Rice is the staple food in the North East Region. Cultivation of rice in the region is mostly rainfed though irrigation also prevails. Increase in food grain production is required to meet demands of increasing population. The drought like situation during crop season necessitates the farming community to be aware and adapt to recent advances on reduced water use for sustained rice production.
The actual amount of water used by farmers for land preparation is often several times higher (1200-1500 mm) than the typical requirement (150–250 mm). Several factors cause this high water use. Typical wetland preparation for rice culture involves supplying adequate amounts of water to saturate the soil (land soaking) and to maintain a wet soil condition that facilitates ploughing, harrowing, puddling, and land leveling so that transplanting of seedlings can be done easily. In the beginning of the season, land soaking often involves applying water on cracked soils that resulted from soil drying during the fallow period after the harvest of the previous crop. In our normal practices, about half of this applied water move through the cracks, bypassing the topsoil matrix, and flow to the surroundings through lateral drainage. However, water loss becomes higher when farmers take a long time to complete land preparation.
During the crop growth period, the amount of water usually applied to the field is often much more than the actual field requirement. This leads to a high amount of surface runoff, and seepage and percolation.

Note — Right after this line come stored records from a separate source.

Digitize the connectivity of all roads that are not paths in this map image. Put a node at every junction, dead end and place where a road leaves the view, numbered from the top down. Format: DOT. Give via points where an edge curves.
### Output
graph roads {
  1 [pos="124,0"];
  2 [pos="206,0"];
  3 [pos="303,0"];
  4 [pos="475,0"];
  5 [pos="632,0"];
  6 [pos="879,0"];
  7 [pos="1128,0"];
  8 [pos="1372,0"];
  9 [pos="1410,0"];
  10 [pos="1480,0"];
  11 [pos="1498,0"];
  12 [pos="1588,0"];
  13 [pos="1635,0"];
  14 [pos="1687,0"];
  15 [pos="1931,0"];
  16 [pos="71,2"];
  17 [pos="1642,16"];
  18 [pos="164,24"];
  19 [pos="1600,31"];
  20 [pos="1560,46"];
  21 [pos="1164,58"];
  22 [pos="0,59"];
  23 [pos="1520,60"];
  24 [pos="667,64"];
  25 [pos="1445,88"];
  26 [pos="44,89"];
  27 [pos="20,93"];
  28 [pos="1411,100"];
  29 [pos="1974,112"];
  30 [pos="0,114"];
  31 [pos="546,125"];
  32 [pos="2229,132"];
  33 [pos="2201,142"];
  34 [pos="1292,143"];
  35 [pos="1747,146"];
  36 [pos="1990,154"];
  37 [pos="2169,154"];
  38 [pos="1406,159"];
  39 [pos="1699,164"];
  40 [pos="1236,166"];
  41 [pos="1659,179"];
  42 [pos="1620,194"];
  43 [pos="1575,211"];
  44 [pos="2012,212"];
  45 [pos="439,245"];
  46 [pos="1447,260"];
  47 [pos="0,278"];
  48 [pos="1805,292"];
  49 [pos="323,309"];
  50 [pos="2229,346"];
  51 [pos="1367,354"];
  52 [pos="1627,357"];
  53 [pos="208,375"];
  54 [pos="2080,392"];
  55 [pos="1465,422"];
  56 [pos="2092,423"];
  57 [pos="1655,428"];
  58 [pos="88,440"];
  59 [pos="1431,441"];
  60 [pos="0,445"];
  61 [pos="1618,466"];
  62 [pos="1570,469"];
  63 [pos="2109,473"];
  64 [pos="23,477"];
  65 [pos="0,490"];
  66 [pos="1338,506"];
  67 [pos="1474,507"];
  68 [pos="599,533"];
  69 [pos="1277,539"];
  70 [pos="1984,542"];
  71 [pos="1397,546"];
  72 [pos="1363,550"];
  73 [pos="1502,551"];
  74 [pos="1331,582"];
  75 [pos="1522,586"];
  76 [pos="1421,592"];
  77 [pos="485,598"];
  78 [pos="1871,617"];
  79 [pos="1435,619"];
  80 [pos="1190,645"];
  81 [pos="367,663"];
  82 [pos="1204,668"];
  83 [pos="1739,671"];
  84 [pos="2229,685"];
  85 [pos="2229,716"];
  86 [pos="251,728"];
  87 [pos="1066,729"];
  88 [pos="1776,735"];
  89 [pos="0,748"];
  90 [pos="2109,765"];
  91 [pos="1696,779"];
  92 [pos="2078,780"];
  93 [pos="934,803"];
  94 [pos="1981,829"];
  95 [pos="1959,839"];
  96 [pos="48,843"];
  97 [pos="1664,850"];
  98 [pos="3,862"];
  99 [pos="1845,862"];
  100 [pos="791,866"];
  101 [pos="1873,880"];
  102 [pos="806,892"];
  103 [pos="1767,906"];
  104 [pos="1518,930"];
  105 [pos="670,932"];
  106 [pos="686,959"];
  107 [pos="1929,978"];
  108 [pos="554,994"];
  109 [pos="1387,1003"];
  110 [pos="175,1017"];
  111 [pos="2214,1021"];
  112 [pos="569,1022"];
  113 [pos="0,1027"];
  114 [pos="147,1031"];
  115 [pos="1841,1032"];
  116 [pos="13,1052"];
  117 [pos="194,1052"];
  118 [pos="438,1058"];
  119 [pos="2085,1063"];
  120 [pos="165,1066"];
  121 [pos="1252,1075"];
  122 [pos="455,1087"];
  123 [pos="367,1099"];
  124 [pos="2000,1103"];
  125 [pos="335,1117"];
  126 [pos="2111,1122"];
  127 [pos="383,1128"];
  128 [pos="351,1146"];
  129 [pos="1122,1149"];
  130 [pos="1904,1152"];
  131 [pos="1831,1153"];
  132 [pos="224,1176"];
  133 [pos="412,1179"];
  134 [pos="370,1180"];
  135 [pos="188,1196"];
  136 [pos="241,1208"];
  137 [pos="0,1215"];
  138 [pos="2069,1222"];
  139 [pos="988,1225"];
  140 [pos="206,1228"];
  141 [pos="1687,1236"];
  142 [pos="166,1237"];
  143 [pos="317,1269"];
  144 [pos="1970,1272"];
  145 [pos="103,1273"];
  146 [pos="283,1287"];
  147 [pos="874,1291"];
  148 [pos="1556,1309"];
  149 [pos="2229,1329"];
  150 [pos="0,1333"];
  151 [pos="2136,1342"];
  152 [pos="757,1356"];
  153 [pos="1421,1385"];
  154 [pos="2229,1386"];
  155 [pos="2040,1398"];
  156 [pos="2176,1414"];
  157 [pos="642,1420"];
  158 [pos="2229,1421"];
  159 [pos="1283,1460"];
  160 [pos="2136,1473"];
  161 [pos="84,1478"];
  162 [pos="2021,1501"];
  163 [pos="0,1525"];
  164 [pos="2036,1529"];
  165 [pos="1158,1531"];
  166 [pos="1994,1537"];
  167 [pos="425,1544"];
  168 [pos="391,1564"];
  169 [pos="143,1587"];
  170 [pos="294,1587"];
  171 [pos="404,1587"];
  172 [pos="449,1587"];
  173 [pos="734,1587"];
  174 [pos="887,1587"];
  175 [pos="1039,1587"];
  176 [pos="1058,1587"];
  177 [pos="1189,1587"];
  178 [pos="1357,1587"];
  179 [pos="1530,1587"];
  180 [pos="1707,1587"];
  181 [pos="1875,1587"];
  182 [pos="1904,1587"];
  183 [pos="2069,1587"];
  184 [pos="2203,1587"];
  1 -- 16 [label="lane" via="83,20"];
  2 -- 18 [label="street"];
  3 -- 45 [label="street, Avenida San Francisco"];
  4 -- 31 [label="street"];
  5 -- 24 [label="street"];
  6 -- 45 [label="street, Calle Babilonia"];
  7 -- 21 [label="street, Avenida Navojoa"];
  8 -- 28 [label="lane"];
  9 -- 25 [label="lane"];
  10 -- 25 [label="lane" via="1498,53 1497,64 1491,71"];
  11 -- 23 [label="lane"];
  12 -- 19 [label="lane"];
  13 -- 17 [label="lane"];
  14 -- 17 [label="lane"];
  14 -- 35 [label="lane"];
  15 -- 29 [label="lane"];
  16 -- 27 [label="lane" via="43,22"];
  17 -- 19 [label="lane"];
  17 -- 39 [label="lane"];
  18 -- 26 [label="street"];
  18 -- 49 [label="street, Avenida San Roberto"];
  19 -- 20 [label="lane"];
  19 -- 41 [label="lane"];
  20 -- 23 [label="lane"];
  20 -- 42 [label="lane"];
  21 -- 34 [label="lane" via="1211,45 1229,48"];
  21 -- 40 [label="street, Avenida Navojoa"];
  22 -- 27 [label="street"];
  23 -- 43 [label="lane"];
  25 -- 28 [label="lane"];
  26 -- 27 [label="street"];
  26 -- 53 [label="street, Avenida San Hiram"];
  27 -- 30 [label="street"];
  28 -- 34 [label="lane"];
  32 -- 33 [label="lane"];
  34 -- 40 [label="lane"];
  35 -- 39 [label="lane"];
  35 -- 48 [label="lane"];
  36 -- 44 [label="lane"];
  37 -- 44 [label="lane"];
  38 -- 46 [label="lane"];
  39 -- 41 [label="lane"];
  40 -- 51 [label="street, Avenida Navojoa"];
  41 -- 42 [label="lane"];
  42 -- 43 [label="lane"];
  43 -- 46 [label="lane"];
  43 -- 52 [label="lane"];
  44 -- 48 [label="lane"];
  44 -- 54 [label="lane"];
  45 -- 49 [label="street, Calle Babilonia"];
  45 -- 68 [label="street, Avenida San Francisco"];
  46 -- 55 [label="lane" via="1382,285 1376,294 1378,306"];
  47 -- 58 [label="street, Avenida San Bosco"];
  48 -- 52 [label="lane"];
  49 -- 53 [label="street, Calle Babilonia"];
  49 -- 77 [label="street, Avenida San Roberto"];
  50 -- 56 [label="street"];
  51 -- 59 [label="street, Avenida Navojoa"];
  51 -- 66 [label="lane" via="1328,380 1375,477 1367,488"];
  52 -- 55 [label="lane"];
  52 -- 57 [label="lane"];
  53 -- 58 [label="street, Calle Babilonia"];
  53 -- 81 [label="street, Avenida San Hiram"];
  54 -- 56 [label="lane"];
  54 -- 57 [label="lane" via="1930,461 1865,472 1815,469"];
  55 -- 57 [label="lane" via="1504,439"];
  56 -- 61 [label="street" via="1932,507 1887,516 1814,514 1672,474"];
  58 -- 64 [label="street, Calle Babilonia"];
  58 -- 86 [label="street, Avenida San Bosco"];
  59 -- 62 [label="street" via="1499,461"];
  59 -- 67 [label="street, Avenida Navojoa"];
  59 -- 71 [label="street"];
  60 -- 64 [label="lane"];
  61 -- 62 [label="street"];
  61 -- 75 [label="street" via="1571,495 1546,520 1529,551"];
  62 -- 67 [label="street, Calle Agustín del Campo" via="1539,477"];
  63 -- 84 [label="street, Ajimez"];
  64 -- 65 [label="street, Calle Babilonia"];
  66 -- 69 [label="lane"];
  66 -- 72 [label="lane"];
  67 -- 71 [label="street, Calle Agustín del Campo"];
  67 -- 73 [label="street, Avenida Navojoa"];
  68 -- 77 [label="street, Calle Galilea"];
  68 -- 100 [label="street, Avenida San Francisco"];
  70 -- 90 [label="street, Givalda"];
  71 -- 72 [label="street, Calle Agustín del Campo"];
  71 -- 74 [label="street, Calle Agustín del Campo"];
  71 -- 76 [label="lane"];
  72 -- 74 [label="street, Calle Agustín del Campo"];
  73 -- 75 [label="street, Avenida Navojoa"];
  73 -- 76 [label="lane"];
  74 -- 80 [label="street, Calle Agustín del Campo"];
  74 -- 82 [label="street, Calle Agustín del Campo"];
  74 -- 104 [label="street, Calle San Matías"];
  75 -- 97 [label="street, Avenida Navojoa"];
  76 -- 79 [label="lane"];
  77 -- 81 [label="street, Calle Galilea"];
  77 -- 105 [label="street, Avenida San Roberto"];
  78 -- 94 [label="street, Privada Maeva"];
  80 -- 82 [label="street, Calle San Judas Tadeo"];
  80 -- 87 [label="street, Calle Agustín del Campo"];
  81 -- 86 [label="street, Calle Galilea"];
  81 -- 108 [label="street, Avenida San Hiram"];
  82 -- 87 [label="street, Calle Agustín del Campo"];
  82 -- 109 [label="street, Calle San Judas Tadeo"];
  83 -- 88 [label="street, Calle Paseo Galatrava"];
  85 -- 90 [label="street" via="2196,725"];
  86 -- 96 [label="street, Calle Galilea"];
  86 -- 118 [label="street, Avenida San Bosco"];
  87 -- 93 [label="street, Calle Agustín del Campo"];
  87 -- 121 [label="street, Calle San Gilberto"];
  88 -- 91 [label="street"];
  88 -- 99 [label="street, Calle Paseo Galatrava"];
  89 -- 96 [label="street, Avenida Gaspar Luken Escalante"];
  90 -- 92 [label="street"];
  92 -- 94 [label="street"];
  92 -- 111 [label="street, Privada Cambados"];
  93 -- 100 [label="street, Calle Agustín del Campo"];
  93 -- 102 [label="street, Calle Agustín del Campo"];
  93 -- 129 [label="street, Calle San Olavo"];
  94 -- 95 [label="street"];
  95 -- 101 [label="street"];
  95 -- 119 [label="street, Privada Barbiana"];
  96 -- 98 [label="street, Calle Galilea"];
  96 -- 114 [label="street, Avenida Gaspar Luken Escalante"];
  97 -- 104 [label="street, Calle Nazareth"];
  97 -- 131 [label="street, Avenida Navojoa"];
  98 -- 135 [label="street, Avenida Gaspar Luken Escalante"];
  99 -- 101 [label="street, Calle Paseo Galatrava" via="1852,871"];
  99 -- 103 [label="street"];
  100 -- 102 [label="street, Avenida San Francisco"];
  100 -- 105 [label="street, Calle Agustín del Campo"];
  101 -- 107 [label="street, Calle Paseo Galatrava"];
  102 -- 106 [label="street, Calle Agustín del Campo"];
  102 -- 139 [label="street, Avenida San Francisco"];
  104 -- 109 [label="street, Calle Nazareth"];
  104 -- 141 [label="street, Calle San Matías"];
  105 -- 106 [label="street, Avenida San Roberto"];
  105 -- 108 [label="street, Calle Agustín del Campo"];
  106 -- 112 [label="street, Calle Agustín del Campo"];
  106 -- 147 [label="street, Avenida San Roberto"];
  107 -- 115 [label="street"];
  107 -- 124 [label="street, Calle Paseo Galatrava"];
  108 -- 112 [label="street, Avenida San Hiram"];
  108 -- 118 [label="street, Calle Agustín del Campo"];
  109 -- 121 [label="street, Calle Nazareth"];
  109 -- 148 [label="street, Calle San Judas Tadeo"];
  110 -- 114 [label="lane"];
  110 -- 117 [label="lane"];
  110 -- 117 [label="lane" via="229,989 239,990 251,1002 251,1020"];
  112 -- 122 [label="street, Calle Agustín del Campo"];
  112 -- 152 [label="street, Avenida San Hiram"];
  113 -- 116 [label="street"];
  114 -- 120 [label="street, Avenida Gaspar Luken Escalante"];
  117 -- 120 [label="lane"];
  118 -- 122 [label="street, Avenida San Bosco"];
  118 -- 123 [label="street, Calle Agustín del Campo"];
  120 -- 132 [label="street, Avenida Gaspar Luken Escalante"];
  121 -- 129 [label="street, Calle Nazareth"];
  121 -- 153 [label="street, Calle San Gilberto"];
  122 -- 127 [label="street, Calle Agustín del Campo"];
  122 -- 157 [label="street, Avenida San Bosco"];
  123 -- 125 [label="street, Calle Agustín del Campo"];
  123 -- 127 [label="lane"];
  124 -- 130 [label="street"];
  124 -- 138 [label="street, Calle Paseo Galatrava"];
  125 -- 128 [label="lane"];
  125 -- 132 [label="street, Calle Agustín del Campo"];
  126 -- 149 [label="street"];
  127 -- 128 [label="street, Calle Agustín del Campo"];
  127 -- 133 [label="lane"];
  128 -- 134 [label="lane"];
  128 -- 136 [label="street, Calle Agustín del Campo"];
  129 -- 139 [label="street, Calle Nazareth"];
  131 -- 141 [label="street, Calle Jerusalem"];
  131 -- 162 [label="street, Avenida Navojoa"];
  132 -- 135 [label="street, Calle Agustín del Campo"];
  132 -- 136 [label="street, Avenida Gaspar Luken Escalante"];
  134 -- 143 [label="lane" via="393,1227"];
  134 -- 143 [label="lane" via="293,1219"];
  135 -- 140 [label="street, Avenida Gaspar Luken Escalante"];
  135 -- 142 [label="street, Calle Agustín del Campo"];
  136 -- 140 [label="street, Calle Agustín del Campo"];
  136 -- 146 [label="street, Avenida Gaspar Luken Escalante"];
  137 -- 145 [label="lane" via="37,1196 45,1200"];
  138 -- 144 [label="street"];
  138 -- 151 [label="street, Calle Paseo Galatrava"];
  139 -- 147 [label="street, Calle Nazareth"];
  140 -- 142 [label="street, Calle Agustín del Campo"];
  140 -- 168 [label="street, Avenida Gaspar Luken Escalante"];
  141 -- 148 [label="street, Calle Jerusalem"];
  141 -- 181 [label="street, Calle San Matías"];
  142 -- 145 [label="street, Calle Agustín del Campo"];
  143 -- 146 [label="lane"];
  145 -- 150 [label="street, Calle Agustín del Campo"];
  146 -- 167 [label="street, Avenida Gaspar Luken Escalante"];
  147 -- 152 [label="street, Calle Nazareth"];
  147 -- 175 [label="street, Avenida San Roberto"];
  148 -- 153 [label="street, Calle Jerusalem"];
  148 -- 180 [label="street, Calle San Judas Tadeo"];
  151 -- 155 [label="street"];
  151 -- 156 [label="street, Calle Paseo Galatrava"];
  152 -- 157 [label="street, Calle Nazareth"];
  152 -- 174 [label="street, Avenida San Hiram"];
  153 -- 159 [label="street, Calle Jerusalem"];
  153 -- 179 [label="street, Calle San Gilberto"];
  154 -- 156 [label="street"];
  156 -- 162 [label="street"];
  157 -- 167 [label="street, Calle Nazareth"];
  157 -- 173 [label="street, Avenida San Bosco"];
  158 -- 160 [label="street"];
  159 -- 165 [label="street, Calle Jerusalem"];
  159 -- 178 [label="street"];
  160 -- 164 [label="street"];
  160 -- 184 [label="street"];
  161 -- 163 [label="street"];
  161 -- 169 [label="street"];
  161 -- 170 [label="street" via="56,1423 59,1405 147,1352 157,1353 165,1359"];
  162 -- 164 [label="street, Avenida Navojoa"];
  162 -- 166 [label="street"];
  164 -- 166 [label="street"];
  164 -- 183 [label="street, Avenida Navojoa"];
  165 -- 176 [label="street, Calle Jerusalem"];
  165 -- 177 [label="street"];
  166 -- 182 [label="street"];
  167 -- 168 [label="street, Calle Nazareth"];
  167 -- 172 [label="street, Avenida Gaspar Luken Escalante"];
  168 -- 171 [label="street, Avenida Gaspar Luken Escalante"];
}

In traditional transplanted rice, farmers prefer to maintain a relatively high depth of water in order to control weeds and reduce the frequency of irrigation (and hence labor cost). Percolation rate increases as the depth of water standing in the field increases.
In rice irrigation systems where the plot-to-plot method of water distribution predominates, farmers have to build up the water head at the upper end of the farm to ensure the flow of water, which is often accompanied by excessive percolation. Underbund percolation could cause a further 2-5 times increase in percolation rate, depending on the size of the field. Underbund percolation results from lateral movement of ponded water into the bunds and then (because of the absence of a semi-impermeable layer under the bunds) vertically down to the soil.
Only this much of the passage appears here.